● Data excerpts
──────
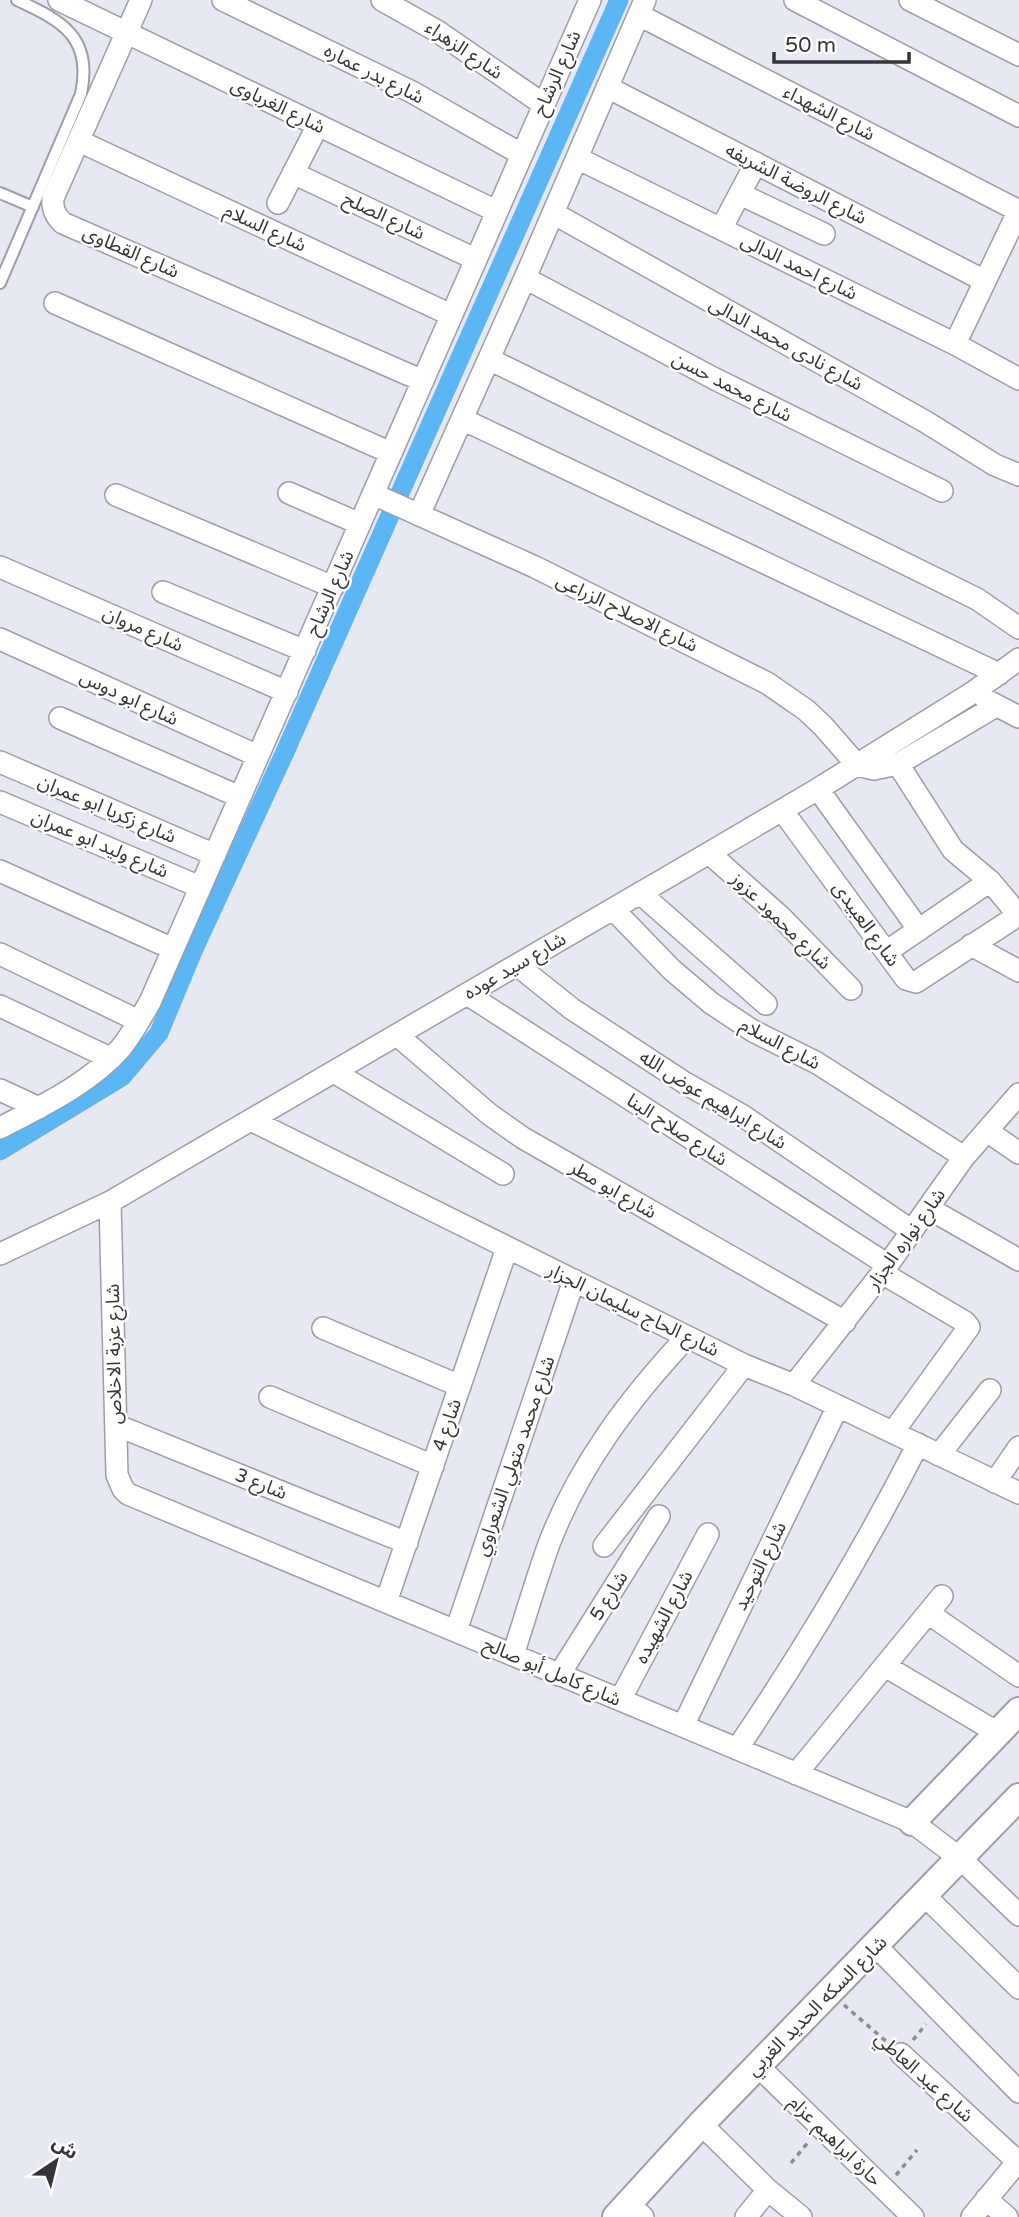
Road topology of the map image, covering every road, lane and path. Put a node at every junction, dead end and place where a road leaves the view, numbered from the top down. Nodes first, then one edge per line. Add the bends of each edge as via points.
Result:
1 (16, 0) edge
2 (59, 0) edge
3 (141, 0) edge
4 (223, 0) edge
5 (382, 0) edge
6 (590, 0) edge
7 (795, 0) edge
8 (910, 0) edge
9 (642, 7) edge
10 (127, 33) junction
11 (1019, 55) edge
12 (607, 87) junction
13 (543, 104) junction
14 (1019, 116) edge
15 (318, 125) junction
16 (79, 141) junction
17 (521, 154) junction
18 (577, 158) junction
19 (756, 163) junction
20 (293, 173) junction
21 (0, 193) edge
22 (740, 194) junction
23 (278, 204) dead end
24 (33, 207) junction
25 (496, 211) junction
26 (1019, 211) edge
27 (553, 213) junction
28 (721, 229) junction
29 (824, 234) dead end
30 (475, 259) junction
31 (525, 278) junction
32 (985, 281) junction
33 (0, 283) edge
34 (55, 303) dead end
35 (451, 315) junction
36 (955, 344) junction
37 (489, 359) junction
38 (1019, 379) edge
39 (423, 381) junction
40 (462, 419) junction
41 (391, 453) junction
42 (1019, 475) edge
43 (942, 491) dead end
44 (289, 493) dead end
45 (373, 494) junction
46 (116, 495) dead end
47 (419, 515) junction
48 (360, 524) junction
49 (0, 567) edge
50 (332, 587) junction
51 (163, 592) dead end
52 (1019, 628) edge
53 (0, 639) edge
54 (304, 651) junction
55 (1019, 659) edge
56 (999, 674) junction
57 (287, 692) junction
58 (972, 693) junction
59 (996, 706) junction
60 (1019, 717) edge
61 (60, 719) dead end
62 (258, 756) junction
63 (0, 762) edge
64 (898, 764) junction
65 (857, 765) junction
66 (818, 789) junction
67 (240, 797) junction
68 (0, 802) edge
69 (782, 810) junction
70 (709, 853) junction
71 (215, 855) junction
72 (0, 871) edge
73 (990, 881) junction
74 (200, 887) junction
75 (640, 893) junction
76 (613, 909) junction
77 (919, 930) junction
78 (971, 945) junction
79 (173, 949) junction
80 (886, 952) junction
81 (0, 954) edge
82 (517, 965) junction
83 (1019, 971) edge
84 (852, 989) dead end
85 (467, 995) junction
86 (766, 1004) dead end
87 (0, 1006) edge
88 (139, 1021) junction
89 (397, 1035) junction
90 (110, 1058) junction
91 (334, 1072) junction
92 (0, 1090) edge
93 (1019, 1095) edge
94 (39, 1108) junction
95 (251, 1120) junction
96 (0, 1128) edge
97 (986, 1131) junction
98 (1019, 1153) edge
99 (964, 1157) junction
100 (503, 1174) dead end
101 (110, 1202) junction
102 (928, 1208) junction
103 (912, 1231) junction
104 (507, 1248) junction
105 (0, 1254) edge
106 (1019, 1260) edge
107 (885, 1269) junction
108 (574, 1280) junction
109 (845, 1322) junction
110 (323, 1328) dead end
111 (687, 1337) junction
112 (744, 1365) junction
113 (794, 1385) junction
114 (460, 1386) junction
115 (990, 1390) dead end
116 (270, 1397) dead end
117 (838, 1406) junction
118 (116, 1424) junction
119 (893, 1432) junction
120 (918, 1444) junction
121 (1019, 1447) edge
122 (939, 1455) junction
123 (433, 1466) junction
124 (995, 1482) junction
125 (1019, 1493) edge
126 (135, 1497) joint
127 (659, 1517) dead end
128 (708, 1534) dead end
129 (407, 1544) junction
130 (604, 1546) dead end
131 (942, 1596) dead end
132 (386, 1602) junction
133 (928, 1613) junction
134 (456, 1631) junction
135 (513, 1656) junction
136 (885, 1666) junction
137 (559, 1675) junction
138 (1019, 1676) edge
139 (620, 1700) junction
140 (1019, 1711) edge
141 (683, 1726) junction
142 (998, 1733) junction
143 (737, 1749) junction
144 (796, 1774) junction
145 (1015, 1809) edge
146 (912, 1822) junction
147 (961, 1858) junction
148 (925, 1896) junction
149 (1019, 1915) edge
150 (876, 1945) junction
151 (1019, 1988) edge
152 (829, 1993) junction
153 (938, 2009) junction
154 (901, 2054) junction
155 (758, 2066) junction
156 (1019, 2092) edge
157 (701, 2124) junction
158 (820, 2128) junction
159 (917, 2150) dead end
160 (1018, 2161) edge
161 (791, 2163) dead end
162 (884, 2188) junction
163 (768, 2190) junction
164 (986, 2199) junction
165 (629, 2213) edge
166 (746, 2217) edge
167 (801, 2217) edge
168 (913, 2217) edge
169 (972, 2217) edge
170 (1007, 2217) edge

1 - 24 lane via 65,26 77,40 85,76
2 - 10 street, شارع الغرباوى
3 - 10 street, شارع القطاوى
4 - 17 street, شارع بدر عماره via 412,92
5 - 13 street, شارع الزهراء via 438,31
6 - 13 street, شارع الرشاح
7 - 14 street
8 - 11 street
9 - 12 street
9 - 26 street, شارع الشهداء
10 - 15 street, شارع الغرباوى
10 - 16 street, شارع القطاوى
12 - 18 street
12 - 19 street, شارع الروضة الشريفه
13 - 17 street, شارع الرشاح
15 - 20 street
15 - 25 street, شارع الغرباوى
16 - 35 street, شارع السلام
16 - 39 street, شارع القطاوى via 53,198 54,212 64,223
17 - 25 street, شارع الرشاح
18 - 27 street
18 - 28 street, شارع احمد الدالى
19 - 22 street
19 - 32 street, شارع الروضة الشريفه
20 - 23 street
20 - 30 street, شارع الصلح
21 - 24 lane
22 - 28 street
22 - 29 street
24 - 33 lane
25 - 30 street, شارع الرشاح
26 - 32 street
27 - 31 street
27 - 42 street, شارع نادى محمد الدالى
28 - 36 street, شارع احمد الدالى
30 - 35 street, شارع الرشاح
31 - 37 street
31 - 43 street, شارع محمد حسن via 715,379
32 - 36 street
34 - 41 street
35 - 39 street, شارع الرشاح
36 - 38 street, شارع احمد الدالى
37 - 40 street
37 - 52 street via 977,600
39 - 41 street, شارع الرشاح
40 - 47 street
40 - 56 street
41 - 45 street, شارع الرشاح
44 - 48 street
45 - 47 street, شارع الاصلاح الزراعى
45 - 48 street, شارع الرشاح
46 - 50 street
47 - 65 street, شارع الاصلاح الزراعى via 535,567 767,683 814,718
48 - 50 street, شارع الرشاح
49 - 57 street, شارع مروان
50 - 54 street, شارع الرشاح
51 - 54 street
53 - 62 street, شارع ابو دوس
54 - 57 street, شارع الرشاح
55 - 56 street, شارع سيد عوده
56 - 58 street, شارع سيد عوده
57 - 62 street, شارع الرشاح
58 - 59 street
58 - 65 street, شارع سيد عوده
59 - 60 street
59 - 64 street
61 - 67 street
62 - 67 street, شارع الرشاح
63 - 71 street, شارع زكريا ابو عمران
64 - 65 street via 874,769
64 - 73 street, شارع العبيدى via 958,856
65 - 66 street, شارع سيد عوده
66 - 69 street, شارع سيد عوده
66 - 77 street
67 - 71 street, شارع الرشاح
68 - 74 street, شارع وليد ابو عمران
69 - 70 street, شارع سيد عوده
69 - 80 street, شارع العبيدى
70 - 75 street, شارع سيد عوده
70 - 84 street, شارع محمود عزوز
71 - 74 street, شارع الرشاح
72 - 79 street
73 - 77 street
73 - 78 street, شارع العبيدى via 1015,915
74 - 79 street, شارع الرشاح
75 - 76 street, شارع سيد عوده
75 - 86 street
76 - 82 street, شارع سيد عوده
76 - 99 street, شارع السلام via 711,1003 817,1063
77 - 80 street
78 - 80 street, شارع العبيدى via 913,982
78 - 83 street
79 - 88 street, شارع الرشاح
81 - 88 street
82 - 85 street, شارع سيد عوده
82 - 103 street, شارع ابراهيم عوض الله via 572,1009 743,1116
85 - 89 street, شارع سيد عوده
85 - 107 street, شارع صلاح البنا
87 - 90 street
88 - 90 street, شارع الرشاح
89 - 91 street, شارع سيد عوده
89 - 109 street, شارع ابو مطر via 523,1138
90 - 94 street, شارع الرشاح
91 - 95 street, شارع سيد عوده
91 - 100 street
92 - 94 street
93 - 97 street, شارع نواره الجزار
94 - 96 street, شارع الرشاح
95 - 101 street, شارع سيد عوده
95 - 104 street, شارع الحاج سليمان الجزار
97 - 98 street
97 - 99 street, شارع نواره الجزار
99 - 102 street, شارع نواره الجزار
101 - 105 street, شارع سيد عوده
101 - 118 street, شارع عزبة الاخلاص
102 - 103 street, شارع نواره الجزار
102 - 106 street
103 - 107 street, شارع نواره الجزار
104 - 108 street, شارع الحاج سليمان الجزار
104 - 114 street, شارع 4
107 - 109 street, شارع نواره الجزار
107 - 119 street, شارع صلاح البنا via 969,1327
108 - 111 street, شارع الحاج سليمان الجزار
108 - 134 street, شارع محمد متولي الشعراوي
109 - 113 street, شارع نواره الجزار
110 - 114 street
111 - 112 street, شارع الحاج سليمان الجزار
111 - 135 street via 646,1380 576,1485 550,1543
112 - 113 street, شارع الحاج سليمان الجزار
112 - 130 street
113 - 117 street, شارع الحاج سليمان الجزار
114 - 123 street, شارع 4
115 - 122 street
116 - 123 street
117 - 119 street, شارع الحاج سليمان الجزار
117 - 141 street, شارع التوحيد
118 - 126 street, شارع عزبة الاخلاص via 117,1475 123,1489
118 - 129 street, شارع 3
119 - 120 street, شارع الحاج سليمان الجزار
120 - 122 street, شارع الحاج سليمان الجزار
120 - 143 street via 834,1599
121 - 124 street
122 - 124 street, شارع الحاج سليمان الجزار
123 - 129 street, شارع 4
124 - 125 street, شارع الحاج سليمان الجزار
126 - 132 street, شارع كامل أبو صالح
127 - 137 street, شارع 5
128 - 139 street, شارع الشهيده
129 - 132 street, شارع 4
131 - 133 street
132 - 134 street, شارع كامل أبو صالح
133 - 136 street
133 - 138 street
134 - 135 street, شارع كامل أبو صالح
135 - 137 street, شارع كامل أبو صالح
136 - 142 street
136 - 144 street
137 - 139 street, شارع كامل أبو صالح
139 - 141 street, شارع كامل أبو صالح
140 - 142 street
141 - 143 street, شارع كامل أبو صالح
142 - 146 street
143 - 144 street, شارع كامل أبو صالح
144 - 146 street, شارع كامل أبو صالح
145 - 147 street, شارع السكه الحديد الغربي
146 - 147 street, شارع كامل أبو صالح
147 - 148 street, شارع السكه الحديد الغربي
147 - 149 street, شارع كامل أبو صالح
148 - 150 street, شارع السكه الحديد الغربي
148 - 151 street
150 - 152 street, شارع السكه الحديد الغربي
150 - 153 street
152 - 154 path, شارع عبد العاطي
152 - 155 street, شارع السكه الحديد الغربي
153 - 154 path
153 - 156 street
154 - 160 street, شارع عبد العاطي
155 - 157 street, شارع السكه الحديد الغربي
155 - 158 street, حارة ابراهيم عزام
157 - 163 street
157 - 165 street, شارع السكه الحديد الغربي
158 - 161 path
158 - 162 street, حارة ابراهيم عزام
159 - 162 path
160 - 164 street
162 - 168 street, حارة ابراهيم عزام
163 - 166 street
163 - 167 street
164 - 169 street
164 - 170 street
──────
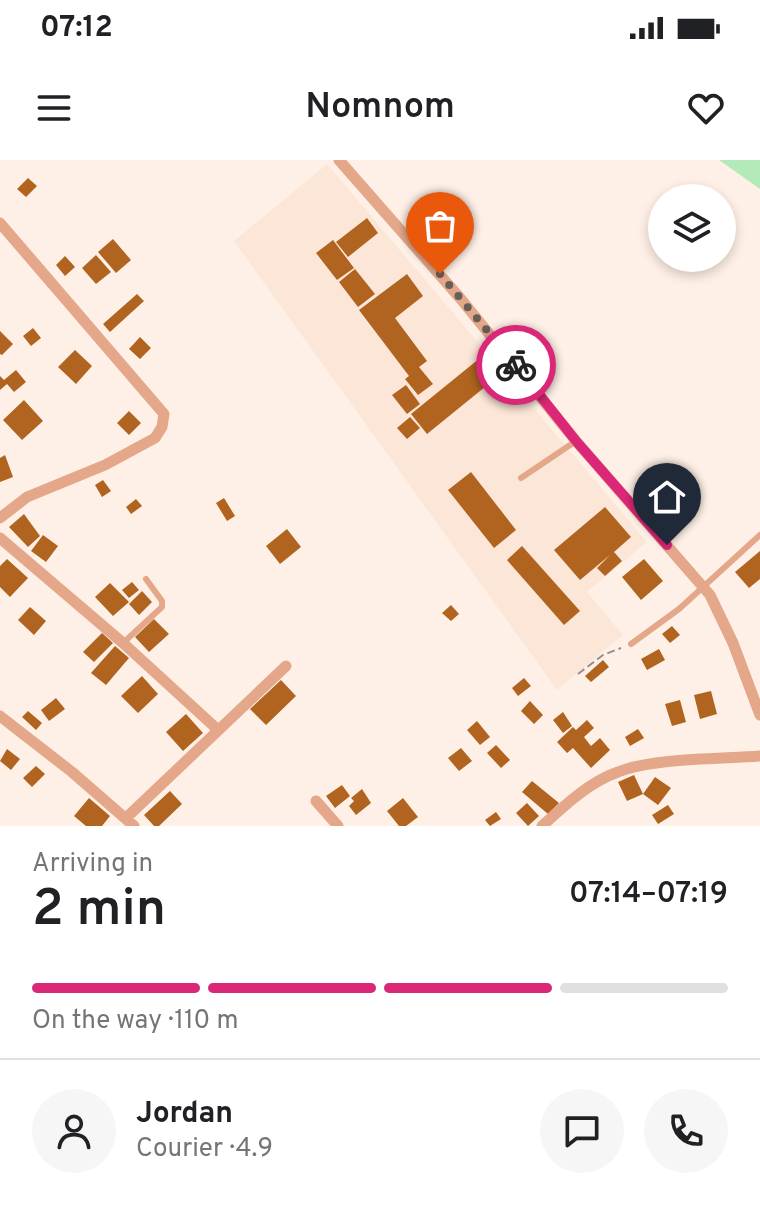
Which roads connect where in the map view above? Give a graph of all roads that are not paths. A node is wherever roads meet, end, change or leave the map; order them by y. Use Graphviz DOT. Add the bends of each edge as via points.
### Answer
──────
● What the task requires
Which lines above contain "where"? Show each of them.

● Exercise result
Road topology of the map image, covering every road, lane and path. Put a node at every junction, dead end and place where a road leaves the view, numbered from the top down. Nodes first, then one edge per line. Add the bends of each edge as via points.
Which roads connect where in the map view above? Give a graph of all roads that are not paths. A node is wherever roads meet, end, change or leave the map; order them by y. Use Graphviz DOT. Add the bends of each edge as via points.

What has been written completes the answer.